Posted by: The ADP Team on 17 July 2019 in Human Capital Management, Innovation & Technology, Trend views

While AI will be a major growth driver for Asia in the coming decade, it will affect one in every five jobs in Asia, a new MIT study finds. 

In Philippines, 9% of current jobs will be removed by automation within five years’ time. Still, most executives in Asia Pacific surveyed have confidence that their overall headcount will increase as Asia continues to lead the world in economic expansion.

The impact of AI on work, jobs, and people is one of the most controversial aspects of today’s technological wave that will undoubtedly transform companies, industries, and societies in the years ahead.

In the third report of its “Asia’s AI agenda” series in partnership with ADP, MIT Technology Review explores the degree to which executives in Asia Pacific are expecting and preparing for the automation of job roles, while also looking at how staff working in companies across the region are responding to the increasing need to work “shoulder to software”.

Here are the key findings of the report:

  • AI will be a major growth driver for Asia in the coming decade

The company priorities for AI are to enhance customer satisfaction, speed up decision-making, and reduce inefficiencies. The loss of some roles to automation, and the restructuring of others to take advantage of technology-created capacity, are likely. Yet reducing headcount is not a top priority in and of itself. Just one-third of survey respondents listed the need to reduce labor costs as a top-three driver for AI.

  • The large majority of companies are expecting headcount to increase

Some 77 percent of survey respondents expect total headcount to increase over the next five years, including in functions where AI is already being deployed. One fifth of respondents overall indicated that they expect five-year increases of more than 15 percent. Very few (just 3 percent) are predicting any headcount contraction.

  • Yet AI will affect one in every five jobs in Asia—eliminating one in eight

A new data set provided by Faethm shows that across 11 Asian markets, 12 percent of current jobs are at high risk of being automated in the next five years. By analyzing ILO employment data with each job categorized in up to 218 specific job-related tasks, the data show that the effect of AI on job automation will be greater in Asia’s wealthier economies than in poorer ones (14 percent as opposed to 10 percent). However, many more jobs in those developed markets will actually benefit and be augmented by AI (11 percent of the total) than in less-developed markets (just 6 percent). The data were measured against country and industry forecasts for the adoption of 17 emerging technology categories.

  • AI will produce winners and losers

The introduction of AI in high-income countries will result in a high degree of job augmentation and added capacity, mostly in knowledge-intensive industries. In developing Asian countries, fewer jobs are augmented by technology, and little capacity is added. The degree to which jobs are enhanced is determined by the structure of each country’s economy, its technology-readiness in each category, and other economic and social drivers. Labor-constrained markets such as Singapore, Australia, and Japan will be among the fastest to seize the opportunities created by AI.

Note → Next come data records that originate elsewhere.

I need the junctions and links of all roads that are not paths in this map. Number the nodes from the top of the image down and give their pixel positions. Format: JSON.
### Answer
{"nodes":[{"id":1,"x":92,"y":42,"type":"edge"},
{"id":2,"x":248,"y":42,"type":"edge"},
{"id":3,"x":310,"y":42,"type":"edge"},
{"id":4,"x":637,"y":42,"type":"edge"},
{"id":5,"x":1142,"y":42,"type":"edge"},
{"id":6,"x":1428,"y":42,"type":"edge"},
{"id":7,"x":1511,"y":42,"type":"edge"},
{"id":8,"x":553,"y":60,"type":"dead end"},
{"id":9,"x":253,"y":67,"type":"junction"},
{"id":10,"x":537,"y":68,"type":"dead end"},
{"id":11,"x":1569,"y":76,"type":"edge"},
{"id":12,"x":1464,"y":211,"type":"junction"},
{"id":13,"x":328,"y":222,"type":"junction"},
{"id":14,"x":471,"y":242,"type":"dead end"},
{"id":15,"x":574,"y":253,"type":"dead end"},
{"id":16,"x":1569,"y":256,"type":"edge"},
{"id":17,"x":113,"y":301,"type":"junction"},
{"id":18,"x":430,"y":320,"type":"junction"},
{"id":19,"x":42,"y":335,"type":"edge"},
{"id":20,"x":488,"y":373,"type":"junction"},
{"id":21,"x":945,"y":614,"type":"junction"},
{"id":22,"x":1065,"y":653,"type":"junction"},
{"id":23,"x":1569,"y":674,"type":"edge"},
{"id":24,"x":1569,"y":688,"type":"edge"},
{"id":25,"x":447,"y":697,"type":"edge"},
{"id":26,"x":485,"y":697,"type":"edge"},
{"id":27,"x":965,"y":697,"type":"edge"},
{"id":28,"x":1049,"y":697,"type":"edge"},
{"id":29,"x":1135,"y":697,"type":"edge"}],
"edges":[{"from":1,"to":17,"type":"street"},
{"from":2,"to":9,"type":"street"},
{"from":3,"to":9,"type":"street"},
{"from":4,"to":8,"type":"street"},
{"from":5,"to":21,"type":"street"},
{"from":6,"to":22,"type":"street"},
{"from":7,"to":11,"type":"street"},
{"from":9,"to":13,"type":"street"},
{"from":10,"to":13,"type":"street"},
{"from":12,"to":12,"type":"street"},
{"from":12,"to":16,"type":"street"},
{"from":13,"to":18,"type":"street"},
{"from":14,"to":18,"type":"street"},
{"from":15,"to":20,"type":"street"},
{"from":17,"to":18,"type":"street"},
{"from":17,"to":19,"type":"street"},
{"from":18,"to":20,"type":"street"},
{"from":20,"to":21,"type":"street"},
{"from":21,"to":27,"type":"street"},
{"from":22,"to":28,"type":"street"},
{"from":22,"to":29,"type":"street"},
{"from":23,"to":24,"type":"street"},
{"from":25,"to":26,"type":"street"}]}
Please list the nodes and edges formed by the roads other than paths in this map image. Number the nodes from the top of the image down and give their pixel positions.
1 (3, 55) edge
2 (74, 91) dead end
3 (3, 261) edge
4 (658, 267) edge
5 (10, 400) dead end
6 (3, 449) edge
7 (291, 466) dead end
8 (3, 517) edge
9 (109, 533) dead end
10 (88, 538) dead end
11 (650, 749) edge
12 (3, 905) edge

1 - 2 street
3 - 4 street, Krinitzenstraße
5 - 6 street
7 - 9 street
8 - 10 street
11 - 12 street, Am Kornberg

  • Talent and technology agendas must align to sustain long-term growth

Survey respondents believe that jobs are being enhanced by AI, and that employee satisfaction overall is increasing as a result. But is there a false sense of security? Corporate expectations for growth and the belief that AI will have a net positive effect on jobs may prevent the necessary preparations for disruption and reskilling from taking place. Across the region, governments are also unprepared for how fast technology will outpace human capabilities in some areas. Business leaders and policymakers must urgently align technology and talent agendas to build career pathways for those displaced, and to ensure that critical skills gaps do not open up and restrict growth in the long term.

Download the report here to find out more on AI’s impact on Asia’s workforce and how you, as a business leader, can help your employees prepare for the future.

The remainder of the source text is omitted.